TASK BRIEF: The entries are to be written out word for word, with their images left out.
*** Opening RECORDS SUPPLIED ***
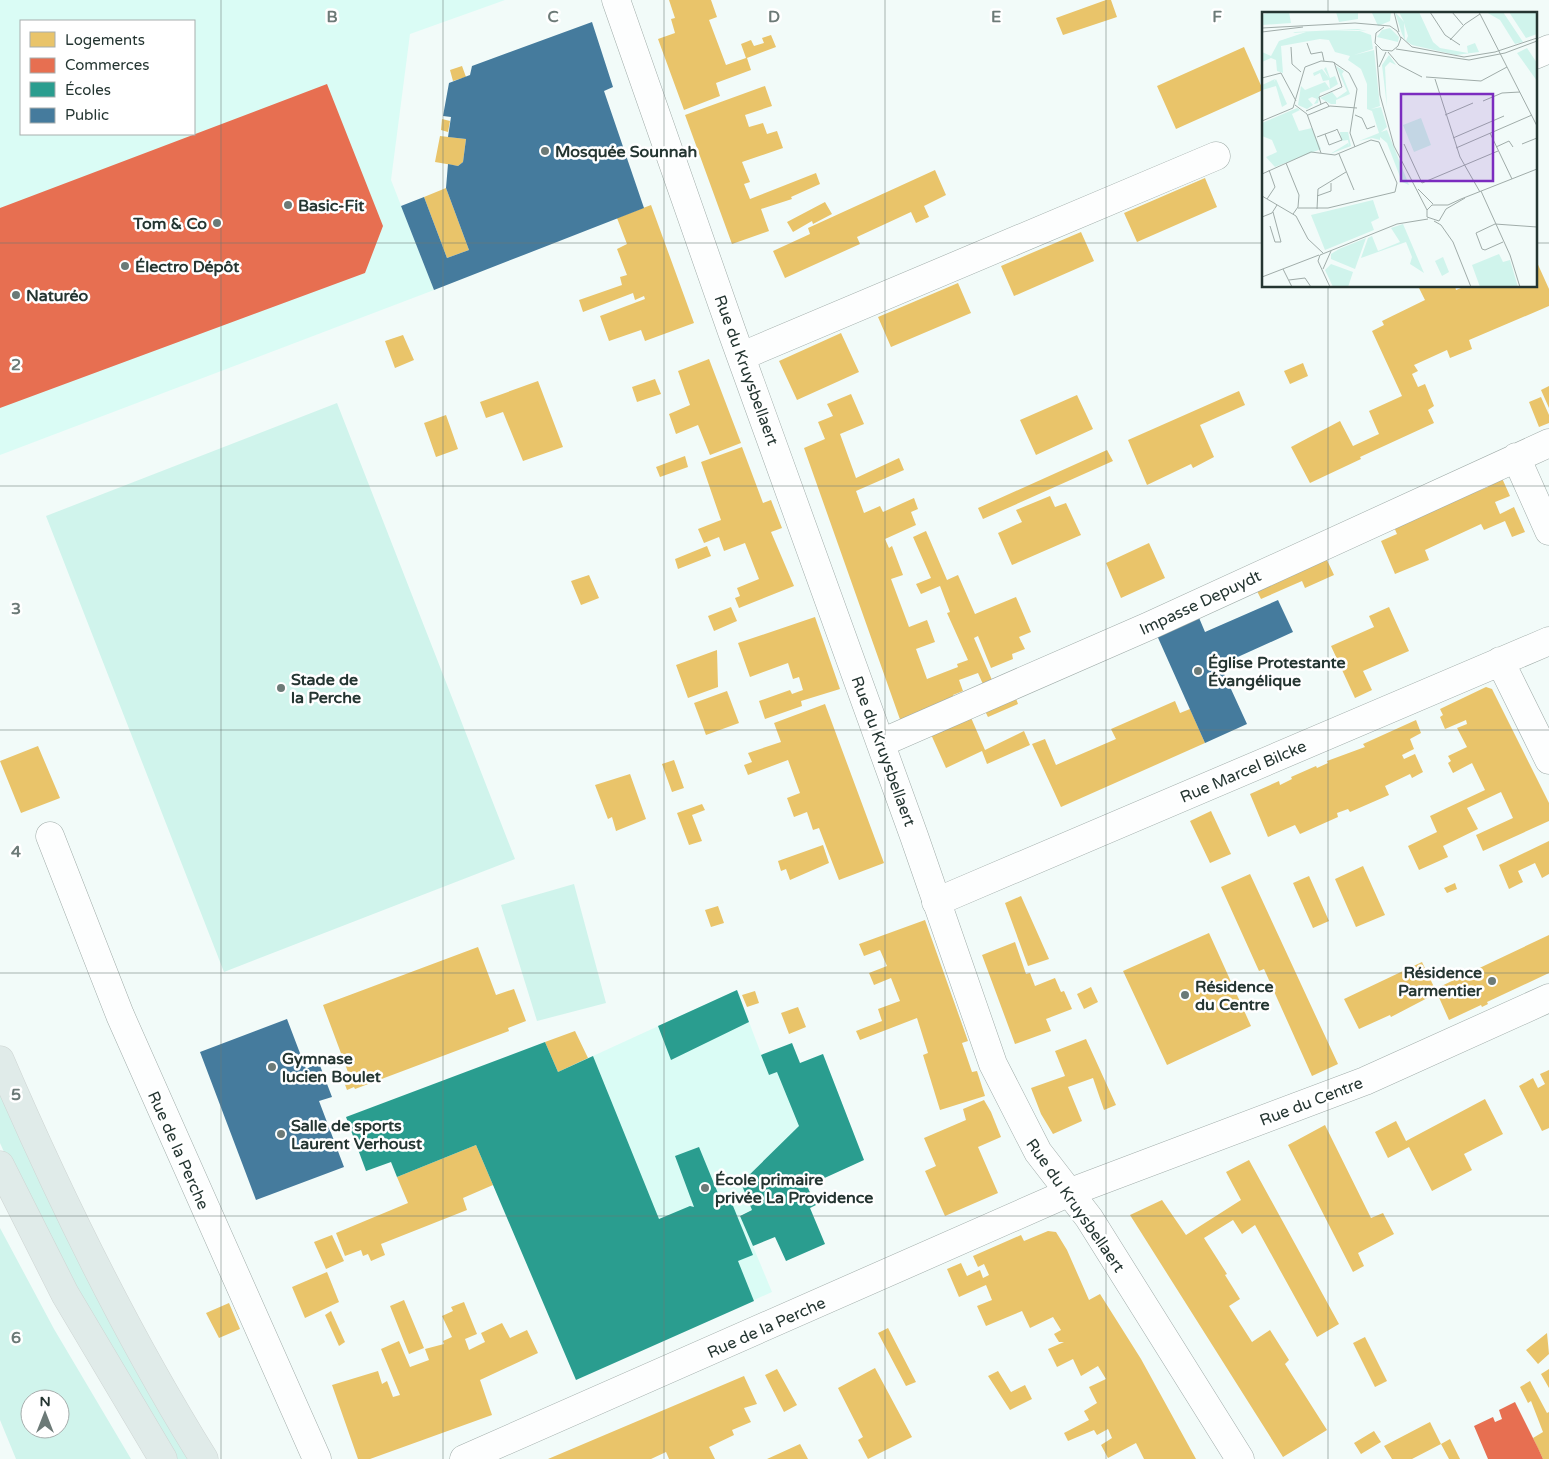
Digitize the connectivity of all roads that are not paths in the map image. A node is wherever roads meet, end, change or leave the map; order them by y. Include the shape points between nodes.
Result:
1 (616, 0) edge
2 (1549, 49) edge
3 (1536, 55) edge
4 (1216, 156) dead end
5 (742, 356) junction
6 (1549, 443) edge
7 (1516, 457) junction
8 (1549, 531) edge
9 (1549, 641) edge
10 (1500, 661) junction
11 (881, 743) junction
12 (1549, 760) edge
13 (50, 836) dead end
14 (936, 902) junction
15 (1549, 998) edge
16 (0, 1060) edge
17 (0, 1165) edge
18 (1068, 1193) junction
19 (163, 1459) edge
20 (204, 1459) edge
21 (317, 1459) edge
22 (464, 1459) edge
23 (1240, 1459) edge

1 - 5 street, Rue du Kruysbellaert
2 - 3 street
4 - 5 street
5 - 11 street, Rue du Kruysbellaert
6 - 7 street, Impasse Depuydt
7 - 8 street
7 - 11 street, Impasse Depuydt via 1149,626
9 - 10 street, Rue Marcel Bilcke
10 - 12 street
10 - 14 street, Rue Marcel Bilcke
11 - 14 street, Rue du Kruysbellaert
13 - 21 street, Rue de la Perche via 120,1016
14 - 18 street, Rue du Kruysbellaert via 993,1064 1038,1152
15 - 18 street, Rue du Centre via 1365,1081
16 - 20 main road via 112,1299
17 - 19 main road via 65,1294
18 - 22 street, Rue de la Perche
18 - 23 street, Rue du Kruysbellaert via 1096,1230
*** Closing RECORDS SUPPLIED ***
SOLUTION:
Digitize the connectivity of all roads that are not paths in the map image. A node is wherever roads meet, end, change or leave the map; order them by y. Include the shape points between nodes.
Result:
1 (616, 0) edge
2 (1549, 49) edge
3 (1536, 55) edge
4 (1216, 156) dead end
5 (742, 356) junction
6 (1549, 443) edge
7 (1516, 457) junction
8 (1549, 531) edge
9 (1549, 641) edge
10 (1500, 661) junction
11 (881, 743) junction
12 (1549, 760) edge
13 (50, 836) dead end
14 (936, 902) junction
15 (1549, 998) edge
16 (0, 1060) edge
17 (0, 1165) edge
18 (1068, 1193) junction
19 (163, 1459) edge
20 (204, 1459) edge
21 (317, 1459) edge
22 (464, 1459) edge
23 (1240, 1459) edge

1 - 5 street, Rue du Kruysbellaert
2 - 3 street
4 - 5 street
5 - 11 street, Rue du Kruysbellaert
6 - 7 street, Impasse Depuydt
7 - 8 street
7 - 11 street, Impasse Depuydt via 1149,626
9 - 10 street, Rue Marcel Bilcke
10 - 12 street
10 - 14 street, Rue Marcel Bilcke
11 - 14 street, Rue du Kruysbellaert
13 - 21 street, Rue de la Perche via 120,1016
14 - 18 street, Rue du Kruysbellaert via 993,1064 1038,1152
15 - 18 street, Rue du Centre via 1365,1081
16 - 20 main road via 112,1299
17 - 19 main road via 65,1294
18 - 22 street, Rue de la Perche
18 - 23 street, Rue du Kruysbellaert via 1096,1230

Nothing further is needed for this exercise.